BEGIN

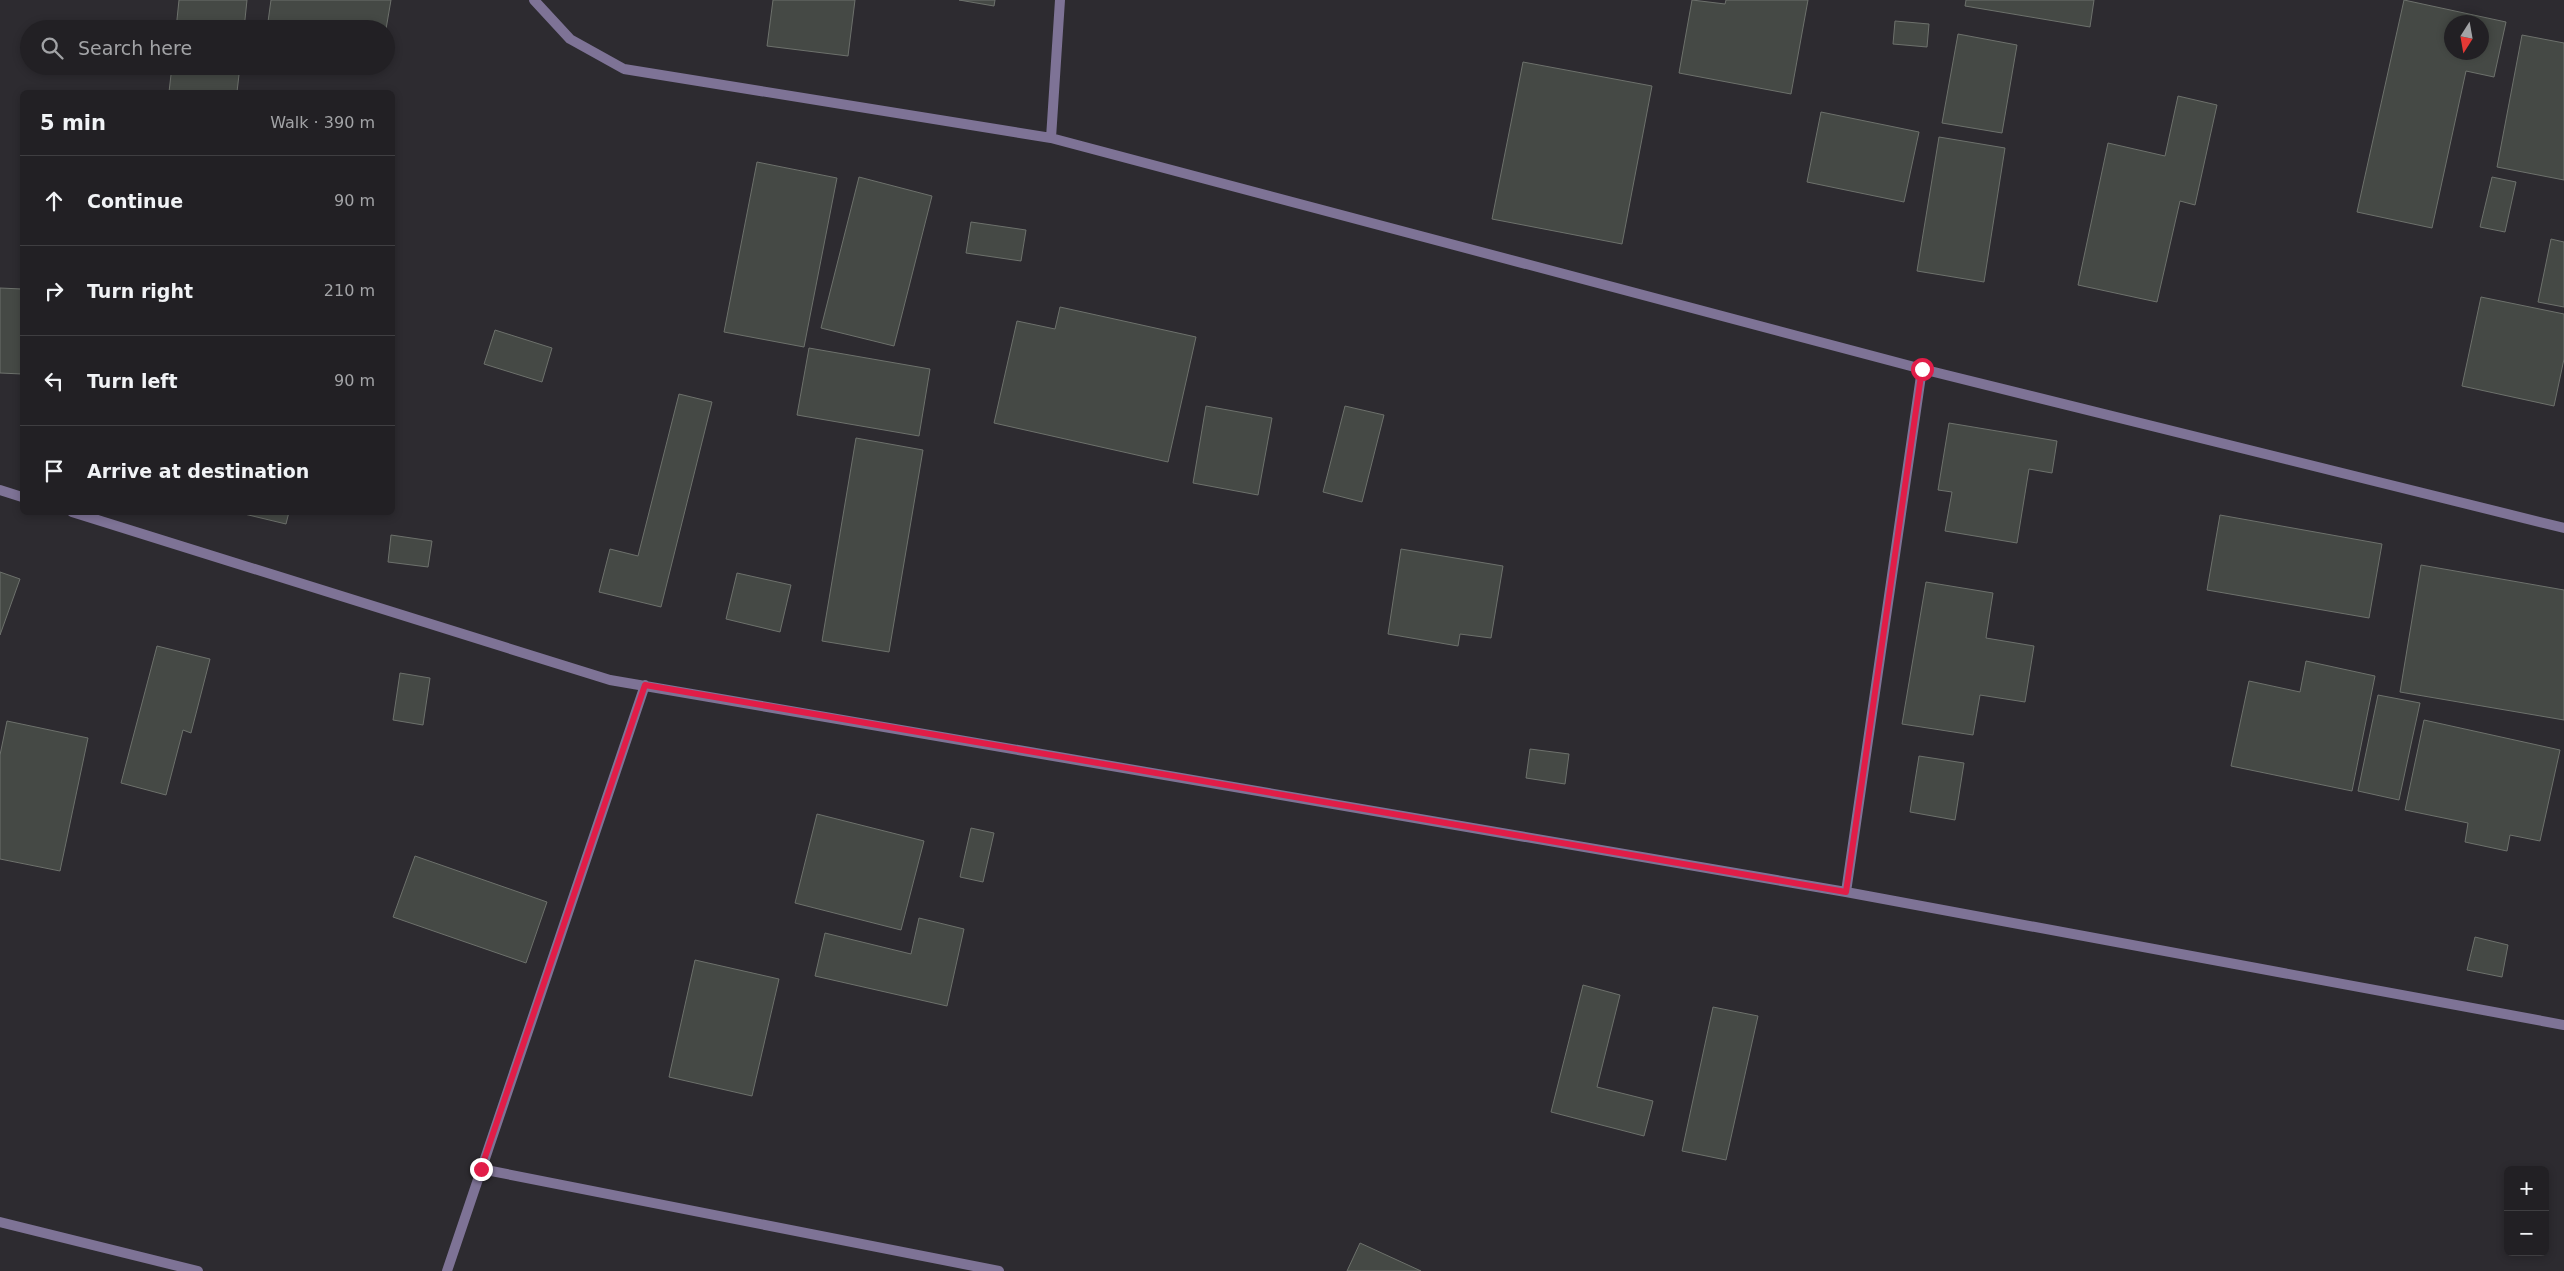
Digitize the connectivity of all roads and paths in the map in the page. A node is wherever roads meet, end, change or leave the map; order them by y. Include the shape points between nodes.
1 (534, 0) edge
2 (1060, 0) edge
3 (1051, 138) junction
4 (1922, 369) junction
5 (0, 490) edge
6 (20, 496) edge
7 (82, 515) edge
8 (2564, 528) edge
9 (645, 685) junction
10 (1846, 892) junction
11 (2564, 1025) edge
12 (481, 1169) junction
13 (0, 1222) edge
14 (198, 1271) edge
15 (447, 1271) edge
16 (998, 1271) edge

1 - 3 street via 570,39 624,69
2 - 3 street
3 - 4 street
4 - 8 street
4 - 10 street
5 - 6 street
7 - 9 street via 610,680
9 - 10 street
9 - 12 street
10 - 11 street
12 - 15 street
12 - 16 street
13 - 14 street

END

**The task**
With the pictures dropped, write out all of the entries word for word.

**Solution for this problem**
Digitize the connectivity of all roads and paths in the map in the page. A node is wherever roads meet, end, change or leave the map; order them by y. Include the shape points between nodes.
1 (534, 0) edge
2 (1060, 0) edge
3 (1051, 138) junction
4 (1922, 369) junction
5 (0, 490) edge
6 (20, 496) edge
7 (82, 515) edge
8 (2564, 528) edge
9 (645, 685) junction
10 (1846, 892) junction
11 (2564, 1025) edge
12 (481, 1169) junction
13 (0, 1222) edge
14 (198, 1271) edge
15 (447, 1271) edge
16 (998, 1271) edge

1 - 3 street via 570,39 624,69
2 - 3 street
3 - 4 street
4 - 8 street
4 - 10 street
5 - 6 street
7 - 9 street via 610,680
9 - 10 street
9 - 12 street
10 - 11 street
12 - 15 street
12 - 16 street
13 - 14 street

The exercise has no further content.